• **What you need to do**
Search the data for the word "Animas". Reproduce every line where it is found.

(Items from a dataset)

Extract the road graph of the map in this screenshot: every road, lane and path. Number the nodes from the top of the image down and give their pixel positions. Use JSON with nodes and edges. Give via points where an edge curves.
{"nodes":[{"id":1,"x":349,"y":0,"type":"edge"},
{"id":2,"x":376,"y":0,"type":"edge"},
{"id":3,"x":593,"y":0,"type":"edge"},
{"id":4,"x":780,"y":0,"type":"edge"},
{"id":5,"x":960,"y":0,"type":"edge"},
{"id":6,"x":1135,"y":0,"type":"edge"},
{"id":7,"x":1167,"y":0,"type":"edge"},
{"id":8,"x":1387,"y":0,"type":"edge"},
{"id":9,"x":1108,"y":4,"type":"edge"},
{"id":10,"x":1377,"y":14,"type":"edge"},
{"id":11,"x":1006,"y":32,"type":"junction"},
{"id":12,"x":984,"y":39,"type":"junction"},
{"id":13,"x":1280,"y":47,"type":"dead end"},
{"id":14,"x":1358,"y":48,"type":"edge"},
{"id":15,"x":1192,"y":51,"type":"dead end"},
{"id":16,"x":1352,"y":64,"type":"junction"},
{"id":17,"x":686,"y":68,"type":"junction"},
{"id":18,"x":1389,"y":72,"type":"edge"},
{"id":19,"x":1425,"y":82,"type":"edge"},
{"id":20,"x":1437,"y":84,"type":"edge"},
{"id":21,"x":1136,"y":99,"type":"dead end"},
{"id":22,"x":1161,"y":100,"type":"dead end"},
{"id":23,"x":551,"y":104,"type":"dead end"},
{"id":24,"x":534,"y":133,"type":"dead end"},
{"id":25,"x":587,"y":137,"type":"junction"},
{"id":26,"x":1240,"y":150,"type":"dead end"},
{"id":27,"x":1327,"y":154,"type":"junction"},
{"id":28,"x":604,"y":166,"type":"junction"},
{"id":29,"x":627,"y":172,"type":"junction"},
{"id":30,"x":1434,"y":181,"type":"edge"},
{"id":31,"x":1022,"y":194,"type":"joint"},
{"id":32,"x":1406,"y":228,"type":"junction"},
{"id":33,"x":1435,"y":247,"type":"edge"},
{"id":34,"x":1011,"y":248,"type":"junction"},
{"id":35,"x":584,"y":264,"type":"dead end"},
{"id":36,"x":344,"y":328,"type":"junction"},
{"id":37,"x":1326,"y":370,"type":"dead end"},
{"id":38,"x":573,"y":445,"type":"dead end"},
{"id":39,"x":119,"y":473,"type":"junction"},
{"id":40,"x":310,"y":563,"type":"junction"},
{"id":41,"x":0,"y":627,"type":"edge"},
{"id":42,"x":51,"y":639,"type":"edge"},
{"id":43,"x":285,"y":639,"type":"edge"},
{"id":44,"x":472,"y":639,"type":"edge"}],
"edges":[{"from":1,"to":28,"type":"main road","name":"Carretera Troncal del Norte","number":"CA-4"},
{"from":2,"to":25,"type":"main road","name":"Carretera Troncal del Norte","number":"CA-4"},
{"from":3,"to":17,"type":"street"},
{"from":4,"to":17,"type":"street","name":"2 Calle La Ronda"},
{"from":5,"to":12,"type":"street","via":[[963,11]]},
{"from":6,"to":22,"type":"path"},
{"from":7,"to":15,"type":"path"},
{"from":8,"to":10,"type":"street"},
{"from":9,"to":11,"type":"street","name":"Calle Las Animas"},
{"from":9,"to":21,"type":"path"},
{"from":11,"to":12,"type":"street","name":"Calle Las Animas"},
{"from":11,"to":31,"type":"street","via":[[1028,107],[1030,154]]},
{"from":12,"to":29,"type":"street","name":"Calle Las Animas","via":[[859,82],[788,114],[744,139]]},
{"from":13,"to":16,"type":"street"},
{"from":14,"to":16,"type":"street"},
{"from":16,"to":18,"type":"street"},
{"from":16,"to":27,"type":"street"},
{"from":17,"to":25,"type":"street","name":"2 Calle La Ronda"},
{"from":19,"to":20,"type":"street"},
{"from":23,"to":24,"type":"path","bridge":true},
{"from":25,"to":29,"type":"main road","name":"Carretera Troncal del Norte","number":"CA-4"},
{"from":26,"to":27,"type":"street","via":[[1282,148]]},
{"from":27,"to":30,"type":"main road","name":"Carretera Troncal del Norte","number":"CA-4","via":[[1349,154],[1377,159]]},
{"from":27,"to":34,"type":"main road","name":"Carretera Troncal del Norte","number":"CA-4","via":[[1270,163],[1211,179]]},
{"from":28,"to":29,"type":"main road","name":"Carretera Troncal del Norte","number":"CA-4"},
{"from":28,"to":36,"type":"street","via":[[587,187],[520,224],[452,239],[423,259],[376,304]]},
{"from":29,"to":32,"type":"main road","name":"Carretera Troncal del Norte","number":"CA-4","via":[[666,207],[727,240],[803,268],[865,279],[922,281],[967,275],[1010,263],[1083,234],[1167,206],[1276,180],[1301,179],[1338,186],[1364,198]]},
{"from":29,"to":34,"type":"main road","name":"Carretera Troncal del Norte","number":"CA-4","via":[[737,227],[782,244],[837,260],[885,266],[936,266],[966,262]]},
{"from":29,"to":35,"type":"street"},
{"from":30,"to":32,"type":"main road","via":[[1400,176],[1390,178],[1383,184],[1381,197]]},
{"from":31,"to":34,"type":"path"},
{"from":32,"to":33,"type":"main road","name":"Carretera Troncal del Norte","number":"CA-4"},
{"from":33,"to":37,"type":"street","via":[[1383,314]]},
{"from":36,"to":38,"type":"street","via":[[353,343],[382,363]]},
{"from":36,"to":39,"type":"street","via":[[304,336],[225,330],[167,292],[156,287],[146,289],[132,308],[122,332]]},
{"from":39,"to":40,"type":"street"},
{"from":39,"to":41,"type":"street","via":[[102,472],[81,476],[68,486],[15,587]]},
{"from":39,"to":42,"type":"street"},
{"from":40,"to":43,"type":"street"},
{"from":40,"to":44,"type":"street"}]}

• **Response box**
{"from":9,"to":11,"type":"street","name":"Calle Las Animas"},
{"from":11,"to":12,"type":"street","name":"Calle Las Animas"},
{"from":12,"to":29,"type":"street","name":"Calle Las Animas","via":[[859,82],[788,114],[744,139]]},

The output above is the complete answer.